Brief - Quote every line below exactly as it reads.

=== Section Start ===

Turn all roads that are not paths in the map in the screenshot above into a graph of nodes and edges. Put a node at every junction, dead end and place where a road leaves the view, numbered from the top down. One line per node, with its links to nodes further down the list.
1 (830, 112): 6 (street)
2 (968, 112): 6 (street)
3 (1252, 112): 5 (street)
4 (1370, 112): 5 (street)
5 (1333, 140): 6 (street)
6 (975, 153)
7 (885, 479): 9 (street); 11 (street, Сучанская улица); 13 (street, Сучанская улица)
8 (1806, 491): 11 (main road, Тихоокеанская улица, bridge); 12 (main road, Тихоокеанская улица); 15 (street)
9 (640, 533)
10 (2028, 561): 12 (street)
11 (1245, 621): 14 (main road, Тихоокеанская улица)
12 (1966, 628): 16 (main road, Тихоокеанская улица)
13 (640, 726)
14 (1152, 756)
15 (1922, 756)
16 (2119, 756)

=== Section End ===

Answer to the problem -
Turn all roads that are not paths in the map in the screenshot above into a graph of nodes and edges. Put a node at every junction, dead end and place where a road leaves the view, numbered from the top down. One line per node, with its links to nodes further down the list.
1 (830, 112): 6 (street)
2 (968, 112): 6 (street)
3 (1252, 112): 5 (street)
4 (1370, 112): 5 (street)
5 (1333, 140): 6 (street)
6 (975, 153)
7 (885, 479): 9 (street); 11 (street, Сучанская улица); 13 (street, Сучанская улица)
8 (1806, 491): 11 (main road, Тихоокеанская улица, bridge); 12 (main road, Тихоокеанская улица); 15 (street)
9 (640, 533)
10 (2028, 561): 12 (street)
11 (1245, 621): 14 (main road, Тихоокеанская улица)
12 (1966, 628): 16 (main road, Тихоокеанская улица)
13 (640, 726)
14 (1152, 756)
15 (1922, 756)
16 (2119, 756)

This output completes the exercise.